A mudança no tecido social das universidades brasileiras está nos relatórios do último Censo da Educação Superior, divulgado pelo Ministério da Educação em 2017. A pesquisa mostra que o número de indígenas matriculados em instituições públicas e privadas cresceu 52,5% de 2015 para 2016, passando de 32.147 para 49.026.
O dado é mais representativo se levado em conta o histórico do Censo, que passou a contabilizar a presença de estudantes por raça/cor a partir de 2009. Em menos de 7 anos, a quantidade de indígenas matriculados anualmente nas universidades cresceu mais de cinco vezes.

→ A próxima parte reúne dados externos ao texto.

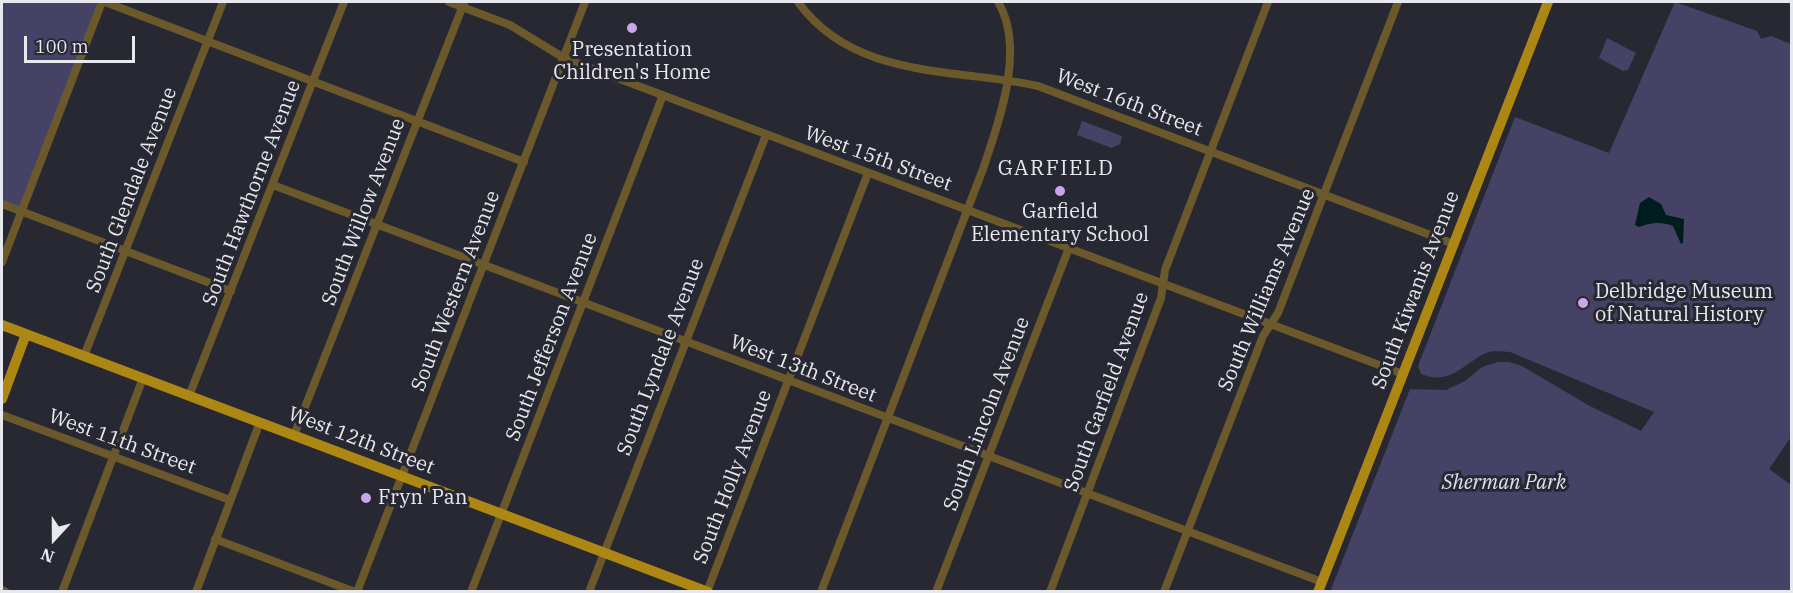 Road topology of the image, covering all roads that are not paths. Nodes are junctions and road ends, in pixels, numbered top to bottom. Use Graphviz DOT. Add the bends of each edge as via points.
graph roads {
  1 [pos="104,2"];
  2 [pos="223,2"];
  3 [pos="344,2"];
  4 [pos="449,2"];
  5 [pos="585,2"];
  6 [pos="798,2"];
  7 [pos="998,2"];
  8 [pos="1268,2"];
  9 [pos="1398,2"];
  10 [pos="1548,2"];
  11 [pos="464,4"];
  12 [pos="207,40"];
  13 [pos="564,58"];
  14 [pos="1008,80"];
  15 [pos="313,81"];
  16 [pos="663,95"];
  17 [pos="418,121"];
  18 [pos="766,135"];
  19 [pos="1212,152"];
  20 [pos="524,162"];
  21 [pos="868,173"];
  22 [pos="273,185"];
  23 [pos="1325,195"];
  24 [pos="2,204"];
  25 [pos="968,210"];
  26 [pos="21,212"];
  27 [pos="377,226"];
  28 [pos="1454,244"];
  29 [pos="1069,248"];
  30 [pos="127,251"];
  31 [pos="2,262"];
  32 [pos="484,267"];
  33 [pos="1163,283"];
  34 [pos="231,291"];
  35 [pos="582,304"];
  36 [pos="1270,324"];
  37 [pos="2,325"];
  38 [pos="26,334"];
  39 [pos="685,343"];
  40 [pos="84,356"];
  41 [pos="1403,374"];
  42 [pos="143,378"];
  43 [pos="788,382"];
  44 [pos="189,396"];
  45 [pos="2,399"];
  46 [pos="2,415"];
  47 [pos="888,419"];
  48 [pos="260,422"];
  49 [pos="294,435"];
  50 [pos="988,456"];
  51 [pos="114,457"];
  52 [pos="403,476"];
  53 [pos="1087,494"];
  54 [pos="230,500"];
  55 [pos="501,513"];
  56 [pos="1187,531"];
  57 [pos="216,539"];
  58 [pos="603,552"];
  59 [pos="1320,587"];
  60 [pos="2,590"];
  61 [pos="6,591"];
  62 [pos="62,591"];
  63 [pos="196,591"];
  64 [pos="356,591"];
  65 [pos="471,591"];
  66 [pos="589,591"];
  67 [pos="708,591"];
  68 [pos="821,591"];
  69 [pos="936,591"];
  70 [pos="1050,591"];
  71 [pos="1164,591"];
  1 -- 12 [label="street"];
  1 -- 26 [label="street"];
  2 -- 12 [label="street, South Glendale Avenue"];
  3 -- 15 [label="street, South Hawthorne Avenue"];
  4 -- 11 [label="street, West 15th Street"];
  5 -- 13 [label="street, South Western Avenue"];
  6 -- 14 [label="street, West 16th Street" via="839,39 897,66"];
  7 -- 14 [label="street" via="1009,36"];
  8 -- 19 [label="street, South Garfield Avenue"];
  9 -- 23 [label="street, South Williams Avenue"];
  10 -- 28 [label="main road, South Kiwanis Avenue"];
  11 -- 13 [label="street, West 15th Street" via="510,25"];
  11 -- 17 [label="street, South Willow Avenue"];
  12 -- 15 [label="street"];
  12 -- 30 [label="street, South Glendale Avenue"];
  13 -- 16 [label="street, West 15th Street"];
  13 -- 20 [label="street, South Western Avenue"];
  14 -- 19 [label="street, West 16th Street" via="1038,86"];
  14 -- 25 [label="street" via="997,126"];
  15 -- 17 [label="street"];
  15 -- 22 [label="street, South Hawthorne Avenue"];
  16 -- 18 [label="street, West 15th Street"];
  16 -- 35 [label="street, South Jefferson Avenue"];
  17 -- 20 [label="street"];
  17 -- 27 [label="street, South Willow Avenue"];
  18 -- 21 [label="street, West 15th Street"];
  18 -- 39 [label="street, South Lyndale Avenue"];
  19 -- 23 [label="street, West 16th Street"];
  19 -- 33 [label="street, South Garfield Avenue"];
  20 -- 32 [label="street, South Western Avenue"];
  21 -- 25 [label="street, West 15th Street"];
  21 -- 43 [label="street, South Holly Avenue"];
  22 -- 27 [label="street, West 13th Street"];
  22 -- 34 [label="street, South Hawthorne Avenue"];
  23 -- 28 [label="street, West 16th Street"];
  23 -- 36 [label="street, South Williams Avenue" via="1278,313"];
  24 -- 26 [label="street"];
  25 -- 29 [label="street, West 15th Street"];
  25 -- 47 [label="street"];
  26 -- 30 [label="street"];
  26 -- 31 [label="street"];
  27 -- 32 [label="street, West 13th Street"];
  27 -- 49 [label="street, South Willow Avenue"];
  28 -- 41 [label="main road, South Kiwanis Avenue"];
  29 -- 33 [label="street, West 15th Street"];
  29 -- 50 [label="street, South Lincoln Avenue"];
  30 -- 34 [label="street"];
  30 -- 40 [label="street, South Glendale Avenue"];
  32 -- 35 [label="street, West 13th Street"];
  32 -- 52 [label="street, South Western Avenue"];
  33 -- 36 [label="street, West 15th Street"];
  33 -- 53 [label="street, South Garfield Avenue" via="1161,298"];
  34 -- 44 [label="street, South Hawthorne Avenue"];
  35 -- 39 [label="street, West 13th Street"];
  35 -- 55 [label="street, South Jefferson Avenue"];
  36 -- 41 [label="street, West 15th Street"];
  36 -- 56 [label="street, South Williams Avenue"];
  37 -- 38 [label="main road, West 12th Street"];
  38 -- 40 [label="main road, West 12th Street"];
  38 -- 45 [label="main road"];
  39 -- 43 [label="street, West 13th Street"];
  39 -- 58 [label="street, South Lyndale Avenue"];
  40 -- 42 [label="main road, West 12th Street"];
  41 -- 59 [label="main road, South Kiwanis Avenue"];
  42 -- 44 [label="main road, West 12th Street"];
  42 -- 51 [label="street"];
  43 -- 47 [label="street, West 13th Street"];
  43 -- 67 [label="street, South Holly Avenue"];
  44 -- 48 [label="main road, West 12th Street"];
  46 -- 51 [label="street, West 11th Street"];
  47 -- 50 [label="street, West 13th Street"];
  47 -- 68 [label="street"];
  48 -- 49 [label="main road, West 12th Street"];
  48 -- 54 [label="street"];
  49 -- 52 [label="main road, West 12th Street"];
  50 -- 53 [label="street, West 13th Street"];
  50 -- 69 [label="street, South Lincoln Avenue"];
  51 -- 54 [label="street, West 11th Street"];
  51 -- 62 [label="street"];
  52 -- 55 [label="main road, West 12th Street"];
  52 -- 64 [label="street, South Western Avenue"];
  53 -- 56 [label="street, West 13th Street"];
  53 -- 70 [label="street, South Garfield Avenue"];
  54 -- 57 [label="street"];
  55 -- 58 [label="main road, West 12th Street"];
  55 -- 65 [label="street, South Jefferson Avenue"];
  56 -- 59 [label="street, West 13th Street"];
  56 -- 71 [label="street, South Williams Avenue"];
  57 -- 63 [label="street"];
  57 -- 64 [label="street"];
  58 -- 66 [label="street, South Lyndale Avenue"];
  58 -- 67 [label="main road, West 12th Street"];
  60 -- 61 [label="street"];
}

No início da contagem eram apenas 7.960. Importante ressaltar que somente a partir de 2015 passou a ser obrigatório declarar a raça, o que possibilitou um retrato mais fiel da presença dos indígenas nas universidades.
A Fundação Nacional do Índio (Funai), órgão vinculado ao Ministério da Justiça, informou que até o final dos anos 1980, a instituição era a única responsável pela oferta da educação escolar indígena. Na época, a demanda era de apenas 200 estudantes em todo Brasil. Mensalidade, material didático, hospedagem e alimentação eram por conta da própria Funai.
Caminho difícil
A partir de 1990 o quadro mudou. Hoje, várias universidades públicas e privadas possuem convênios com a Funai para garantir o acesso desses estudantes ao Ensino Superior. A UnB foi uma das primeiras a firmar convênio com a Fundação e o Ministério da Educação (MEC).
A prática teve início em 2004, e funciona da seguinte forma: um teste seleciona aqueles que demonstrem vínculo com suas comunidades indígenas para vagas adicionais em diversos cursos. As provas são aplicadas em diferentes lugares do Brasil, para facilitar o acesso da comunidade indígena. Só no ano de 2017 foram ofertadas 72 vagas, em 17 cursos.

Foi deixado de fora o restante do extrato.